§ EXERCISE REQUIREMENTS
Start at the first line of the material. Repeat each line exactly through the one containing "Parse this street", then stop.

§ INFORMATION PROVIDED
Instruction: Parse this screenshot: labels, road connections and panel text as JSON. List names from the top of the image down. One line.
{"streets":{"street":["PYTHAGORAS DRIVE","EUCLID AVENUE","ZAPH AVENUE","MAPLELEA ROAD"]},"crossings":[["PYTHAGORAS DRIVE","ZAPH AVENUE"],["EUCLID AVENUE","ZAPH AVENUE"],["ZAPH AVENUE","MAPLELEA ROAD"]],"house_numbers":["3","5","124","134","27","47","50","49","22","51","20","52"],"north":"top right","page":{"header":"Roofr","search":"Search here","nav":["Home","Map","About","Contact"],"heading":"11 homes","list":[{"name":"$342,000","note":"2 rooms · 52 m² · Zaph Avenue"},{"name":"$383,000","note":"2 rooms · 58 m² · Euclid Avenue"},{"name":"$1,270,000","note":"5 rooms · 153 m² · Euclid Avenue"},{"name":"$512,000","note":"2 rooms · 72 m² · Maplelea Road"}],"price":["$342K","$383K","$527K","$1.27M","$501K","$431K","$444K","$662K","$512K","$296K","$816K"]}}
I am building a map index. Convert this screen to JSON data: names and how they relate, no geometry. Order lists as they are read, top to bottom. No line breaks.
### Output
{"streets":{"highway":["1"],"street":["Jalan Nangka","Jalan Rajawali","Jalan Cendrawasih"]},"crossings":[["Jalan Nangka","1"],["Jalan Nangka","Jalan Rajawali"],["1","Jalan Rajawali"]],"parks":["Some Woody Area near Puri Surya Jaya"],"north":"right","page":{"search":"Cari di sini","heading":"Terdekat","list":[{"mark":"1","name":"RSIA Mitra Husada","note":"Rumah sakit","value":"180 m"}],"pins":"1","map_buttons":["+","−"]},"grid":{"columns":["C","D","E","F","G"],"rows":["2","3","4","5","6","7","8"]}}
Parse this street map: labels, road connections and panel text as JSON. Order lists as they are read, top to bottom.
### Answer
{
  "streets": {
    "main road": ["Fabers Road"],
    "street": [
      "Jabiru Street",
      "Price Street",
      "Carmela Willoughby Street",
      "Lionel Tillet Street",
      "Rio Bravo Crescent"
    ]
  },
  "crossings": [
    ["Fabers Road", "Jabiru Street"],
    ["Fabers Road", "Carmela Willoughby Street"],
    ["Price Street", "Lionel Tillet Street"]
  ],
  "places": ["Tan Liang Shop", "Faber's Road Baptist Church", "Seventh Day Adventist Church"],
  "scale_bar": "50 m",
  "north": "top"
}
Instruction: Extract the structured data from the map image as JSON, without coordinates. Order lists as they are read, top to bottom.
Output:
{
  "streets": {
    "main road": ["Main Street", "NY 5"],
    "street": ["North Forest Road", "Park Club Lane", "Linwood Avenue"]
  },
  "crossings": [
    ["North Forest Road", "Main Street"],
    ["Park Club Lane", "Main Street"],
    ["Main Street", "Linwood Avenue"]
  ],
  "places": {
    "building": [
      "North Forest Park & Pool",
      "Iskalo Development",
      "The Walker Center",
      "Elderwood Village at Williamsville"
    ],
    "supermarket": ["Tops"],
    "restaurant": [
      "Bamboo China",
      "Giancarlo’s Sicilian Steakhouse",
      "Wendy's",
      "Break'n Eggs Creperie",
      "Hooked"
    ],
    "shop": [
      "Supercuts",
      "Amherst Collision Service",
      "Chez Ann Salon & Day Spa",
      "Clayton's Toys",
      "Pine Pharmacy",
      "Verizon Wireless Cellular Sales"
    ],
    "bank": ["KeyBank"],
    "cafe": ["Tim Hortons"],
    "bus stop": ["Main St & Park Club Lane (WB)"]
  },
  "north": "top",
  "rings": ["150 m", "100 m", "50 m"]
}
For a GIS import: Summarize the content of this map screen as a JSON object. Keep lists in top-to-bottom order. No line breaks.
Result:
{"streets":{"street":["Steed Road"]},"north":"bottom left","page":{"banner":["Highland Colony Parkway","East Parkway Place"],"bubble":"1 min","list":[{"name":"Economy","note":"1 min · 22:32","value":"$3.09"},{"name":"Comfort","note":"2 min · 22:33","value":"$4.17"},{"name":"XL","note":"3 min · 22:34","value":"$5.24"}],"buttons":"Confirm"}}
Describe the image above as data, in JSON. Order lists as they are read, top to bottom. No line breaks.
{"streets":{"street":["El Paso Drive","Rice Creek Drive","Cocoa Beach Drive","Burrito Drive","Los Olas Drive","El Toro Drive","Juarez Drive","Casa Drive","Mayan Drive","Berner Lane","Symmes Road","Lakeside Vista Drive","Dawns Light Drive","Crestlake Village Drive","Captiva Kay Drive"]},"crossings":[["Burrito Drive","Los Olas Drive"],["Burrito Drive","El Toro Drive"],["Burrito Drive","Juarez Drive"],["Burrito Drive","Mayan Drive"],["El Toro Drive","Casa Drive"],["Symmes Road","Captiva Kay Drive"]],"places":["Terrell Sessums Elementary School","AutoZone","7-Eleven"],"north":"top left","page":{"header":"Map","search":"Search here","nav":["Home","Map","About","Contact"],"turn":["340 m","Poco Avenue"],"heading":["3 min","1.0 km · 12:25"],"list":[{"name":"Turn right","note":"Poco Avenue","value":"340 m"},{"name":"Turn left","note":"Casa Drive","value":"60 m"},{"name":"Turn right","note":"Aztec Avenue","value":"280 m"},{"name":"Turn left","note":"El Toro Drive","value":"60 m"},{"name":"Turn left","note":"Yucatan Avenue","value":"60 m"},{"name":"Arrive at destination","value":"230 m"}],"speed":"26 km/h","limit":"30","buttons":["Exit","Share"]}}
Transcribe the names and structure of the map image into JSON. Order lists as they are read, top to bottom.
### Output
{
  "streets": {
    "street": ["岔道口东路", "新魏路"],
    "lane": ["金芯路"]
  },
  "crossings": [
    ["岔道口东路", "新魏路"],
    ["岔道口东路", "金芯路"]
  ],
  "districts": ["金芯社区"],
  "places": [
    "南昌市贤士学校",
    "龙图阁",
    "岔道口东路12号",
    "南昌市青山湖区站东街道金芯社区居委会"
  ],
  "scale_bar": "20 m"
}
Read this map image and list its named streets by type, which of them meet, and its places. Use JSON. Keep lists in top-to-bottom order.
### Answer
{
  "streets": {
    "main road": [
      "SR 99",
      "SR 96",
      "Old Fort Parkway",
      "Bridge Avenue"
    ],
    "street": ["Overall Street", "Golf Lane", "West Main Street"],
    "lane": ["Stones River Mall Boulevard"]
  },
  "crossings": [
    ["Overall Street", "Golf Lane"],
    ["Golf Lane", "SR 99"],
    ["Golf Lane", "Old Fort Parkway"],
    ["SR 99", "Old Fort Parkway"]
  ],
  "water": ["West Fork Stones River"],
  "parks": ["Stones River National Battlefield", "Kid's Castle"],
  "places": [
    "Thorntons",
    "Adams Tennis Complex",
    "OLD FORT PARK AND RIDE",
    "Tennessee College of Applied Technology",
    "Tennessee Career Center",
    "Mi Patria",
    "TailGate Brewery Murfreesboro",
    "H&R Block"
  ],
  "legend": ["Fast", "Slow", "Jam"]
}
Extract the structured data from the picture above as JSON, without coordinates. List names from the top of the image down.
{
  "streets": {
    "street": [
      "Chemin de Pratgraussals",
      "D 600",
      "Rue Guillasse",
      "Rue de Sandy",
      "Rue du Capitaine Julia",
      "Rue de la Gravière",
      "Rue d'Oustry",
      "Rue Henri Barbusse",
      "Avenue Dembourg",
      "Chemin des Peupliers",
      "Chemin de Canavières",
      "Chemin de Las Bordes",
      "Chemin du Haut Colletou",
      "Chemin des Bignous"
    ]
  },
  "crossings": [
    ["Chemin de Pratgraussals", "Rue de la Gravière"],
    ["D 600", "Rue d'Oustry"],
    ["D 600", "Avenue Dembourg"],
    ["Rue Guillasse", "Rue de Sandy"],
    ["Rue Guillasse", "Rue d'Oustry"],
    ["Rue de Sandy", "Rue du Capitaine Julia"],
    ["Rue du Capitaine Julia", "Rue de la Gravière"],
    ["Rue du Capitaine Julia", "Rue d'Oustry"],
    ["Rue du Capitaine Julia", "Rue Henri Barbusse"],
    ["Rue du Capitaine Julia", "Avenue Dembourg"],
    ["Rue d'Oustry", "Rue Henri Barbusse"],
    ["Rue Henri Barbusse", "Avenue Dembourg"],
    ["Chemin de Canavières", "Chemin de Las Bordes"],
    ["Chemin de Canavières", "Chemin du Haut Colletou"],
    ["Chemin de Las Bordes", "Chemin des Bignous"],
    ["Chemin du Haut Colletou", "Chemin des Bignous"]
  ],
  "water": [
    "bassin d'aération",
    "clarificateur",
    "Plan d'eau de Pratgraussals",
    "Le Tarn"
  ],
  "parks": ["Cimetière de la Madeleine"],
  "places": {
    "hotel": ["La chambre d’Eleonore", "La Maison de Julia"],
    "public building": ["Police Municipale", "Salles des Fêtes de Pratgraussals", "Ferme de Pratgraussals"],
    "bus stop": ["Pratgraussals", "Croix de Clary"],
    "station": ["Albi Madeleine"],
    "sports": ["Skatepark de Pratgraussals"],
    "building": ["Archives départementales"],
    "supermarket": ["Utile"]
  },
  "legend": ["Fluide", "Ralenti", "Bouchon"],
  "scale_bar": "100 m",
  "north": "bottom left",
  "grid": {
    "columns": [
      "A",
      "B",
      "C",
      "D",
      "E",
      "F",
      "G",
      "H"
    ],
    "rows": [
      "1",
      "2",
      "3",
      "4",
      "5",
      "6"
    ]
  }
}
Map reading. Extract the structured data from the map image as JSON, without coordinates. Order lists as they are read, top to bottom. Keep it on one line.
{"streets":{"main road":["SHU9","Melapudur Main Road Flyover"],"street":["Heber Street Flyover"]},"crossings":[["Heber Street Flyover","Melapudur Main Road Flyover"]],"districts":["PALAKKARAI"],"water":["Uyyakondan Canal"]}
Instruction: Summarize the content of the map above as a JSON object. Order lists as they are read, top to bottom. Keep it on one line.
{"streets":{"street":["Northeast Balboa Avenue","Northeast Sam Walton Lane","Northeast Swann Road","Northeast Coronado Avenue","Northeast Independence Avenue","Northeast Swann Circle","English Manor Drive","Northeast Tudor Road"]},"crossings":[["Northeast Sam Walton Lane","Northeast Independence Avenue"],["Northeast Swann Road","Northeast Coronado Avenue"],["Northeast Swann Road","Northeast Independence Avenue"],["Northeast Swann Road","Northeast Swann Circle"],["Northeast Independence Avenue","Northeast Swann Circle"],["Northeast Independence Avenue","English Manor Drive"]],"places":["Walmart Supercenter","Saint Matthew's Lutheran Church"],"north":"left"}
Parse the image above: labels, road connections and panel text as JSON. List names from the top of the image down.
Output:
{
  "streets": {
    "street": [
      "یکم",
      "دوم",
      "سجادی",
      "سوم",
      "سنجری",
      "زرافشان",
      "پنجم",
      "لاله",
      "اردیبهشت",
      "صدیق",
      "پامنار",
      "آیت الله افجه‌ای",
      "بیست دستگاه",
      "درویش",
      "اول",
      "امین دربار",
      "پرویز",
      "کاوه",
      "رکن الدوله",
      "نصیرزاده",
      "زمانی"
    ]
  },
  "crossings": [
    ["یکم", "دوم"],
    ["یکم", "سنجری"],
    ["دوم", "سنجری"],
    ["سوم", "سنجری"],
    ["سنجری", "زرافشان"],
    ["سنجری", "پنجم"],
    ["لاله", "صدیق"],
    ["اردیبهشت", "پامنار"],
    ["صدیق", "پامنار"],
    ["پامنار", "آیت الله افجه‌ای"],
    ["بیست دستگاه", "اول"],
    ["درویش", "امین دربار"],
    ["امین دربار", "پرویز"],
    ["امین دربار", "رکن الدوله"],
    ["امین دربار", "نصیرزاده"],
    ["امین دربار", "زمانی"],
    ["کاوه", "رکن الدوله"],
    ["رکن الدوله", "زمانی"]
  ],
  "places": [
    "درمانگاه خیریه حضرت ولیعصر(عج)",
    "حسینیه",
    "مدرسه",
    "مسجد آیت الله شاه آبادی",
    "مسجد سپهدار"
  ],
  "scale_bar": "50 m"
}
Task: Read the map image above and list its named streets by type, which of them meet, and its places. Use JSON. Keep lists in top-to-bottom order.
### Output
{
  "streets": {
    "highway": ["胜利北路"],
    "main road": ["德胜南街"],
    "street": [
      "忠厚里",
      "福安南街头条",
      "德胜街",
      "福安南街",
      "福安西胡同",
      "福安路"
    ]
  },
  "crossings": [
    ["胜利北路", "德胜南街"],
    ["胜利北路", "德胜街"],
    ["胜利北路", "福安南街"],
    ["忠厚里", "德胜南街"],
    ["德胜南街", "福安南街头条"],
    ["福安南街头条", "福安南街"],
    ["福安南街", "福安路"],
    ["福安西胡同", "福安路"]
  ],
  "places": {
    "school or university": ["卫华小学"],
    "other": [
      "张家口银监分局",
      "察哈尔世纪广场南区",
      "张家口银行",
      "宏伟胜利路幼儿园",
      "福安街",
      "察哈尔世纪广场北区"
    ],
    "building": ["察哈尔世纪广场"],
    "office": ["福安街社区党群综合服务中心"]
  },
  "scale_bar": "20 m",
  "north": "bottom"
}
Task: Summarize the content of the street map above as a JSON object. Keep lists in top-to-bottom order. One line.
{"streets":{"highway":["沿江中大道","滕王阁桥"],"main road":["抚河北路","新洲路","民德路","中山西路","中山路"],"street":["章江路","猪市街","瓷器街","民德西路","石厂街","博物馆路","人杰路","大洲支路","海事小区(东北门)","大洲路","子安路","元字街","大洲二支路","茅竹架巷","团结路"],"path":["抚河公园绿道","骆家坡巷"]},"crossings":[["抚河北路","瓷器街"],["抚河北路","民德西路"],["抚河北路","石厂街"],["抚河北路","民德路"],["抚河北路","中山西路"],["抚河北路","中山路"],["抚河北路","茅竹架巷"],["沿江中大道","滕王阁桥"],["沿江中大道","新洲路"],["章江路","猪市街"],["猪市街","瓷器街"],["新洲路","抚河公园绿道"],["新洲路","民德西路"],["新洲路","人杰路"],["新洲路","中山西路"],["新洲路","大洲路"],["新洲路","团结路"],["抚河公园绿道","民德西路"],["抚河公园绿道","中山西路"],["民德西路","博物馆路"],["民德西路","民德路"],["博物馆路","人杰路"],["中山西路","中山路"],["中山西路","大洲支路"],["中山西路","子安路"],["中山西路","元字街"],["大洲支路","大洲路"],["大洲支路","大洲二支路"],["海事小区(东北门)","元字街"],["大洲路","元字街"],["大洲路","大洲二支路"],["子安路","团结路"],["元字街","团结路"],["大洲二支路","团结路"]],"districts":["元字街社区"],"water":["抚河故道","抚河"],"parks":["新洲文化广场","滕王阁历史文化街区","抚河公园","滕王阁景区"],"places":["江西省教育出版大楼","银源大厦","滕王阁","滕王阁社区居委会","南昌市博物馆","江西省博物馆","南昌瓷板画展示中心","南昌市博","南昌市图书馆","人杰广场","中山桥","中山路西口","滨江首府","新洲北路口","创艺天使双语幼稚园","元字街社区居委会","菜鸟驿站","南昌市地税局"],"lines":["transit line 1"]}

§ OUTPUT OF THE TASK
Instruction: Parse this screenshot: labels, road connections and panel text as JSON. List names from the top of the image down. One line.
{"streets":{"street":["PYTHAGORAS DRIVE","EUCLID AVENUE","ZAPH AVENUE","MAPLELEA ROAD"]},"crossings":[["PYTHAGORAS DRIVE","ZAPH AVENUE"],["EUCLID AVENUE","ZAPH AVENUE"],["ZAPH AVENUE","MAPLELEA ROAD"]],"house_numbers":["3","5","124","134","27","47","50","49","22","51","20","52"],"north":"top right","page":{"header":"Roofr","search":"Search here","nav":["Home","Map","About","Contact"],"heading":"11 homes","list":[{"name":"$342,000","note":"2 rooms · 52 m² · Zaph Avenue"},{"name":"$383,000","note":"2 rooms · 58 m² · Euclid Avenue"},{"name":"$1,270,000","note":"5 rooms · 153 m² · Euclid Avenue"},{"name":"$512,000","note":"2 rooms · 72 m² · Maplelea Road"}],"price":["$342K","$383K","$527K","$1.27M","$501K","$431K","$444K","$662K","$512K","$296K","$816K"]}}
I am building a map index. Convert this screen to JSON data: names and how they relate, no geometry. Order lists as they are read, top to bottom. No line breaks.
### Output
{"streets":{"highway":["1"],"street":["Jalan Nangka","Jalan Rajawali","Jalan Cendrawasih"]},"crossings":[["Jalan Nangka","1"],["Jalan Nangka","Jalan Rajawali"],["1","Jalan Rajawali"]],"parks":["Some Woody Area near Puri Surya Jaya"],"north":"right","page":{"search":"Cari di sini","heading":"Terdekat","list":[{"mark":"1","name":"RSIA Mitra Husada","note":"Rumah sakit","value":"180 m"}],"pins":"1","map_buttons":["+","−"]},"grid":{"columns":["C","D","E","F","G"],"rows":["2","3","4","5","6","7","8"]}}
Parse this street map: labels, road connections and panel text as JSON. Order lists as they are read, top to bottom.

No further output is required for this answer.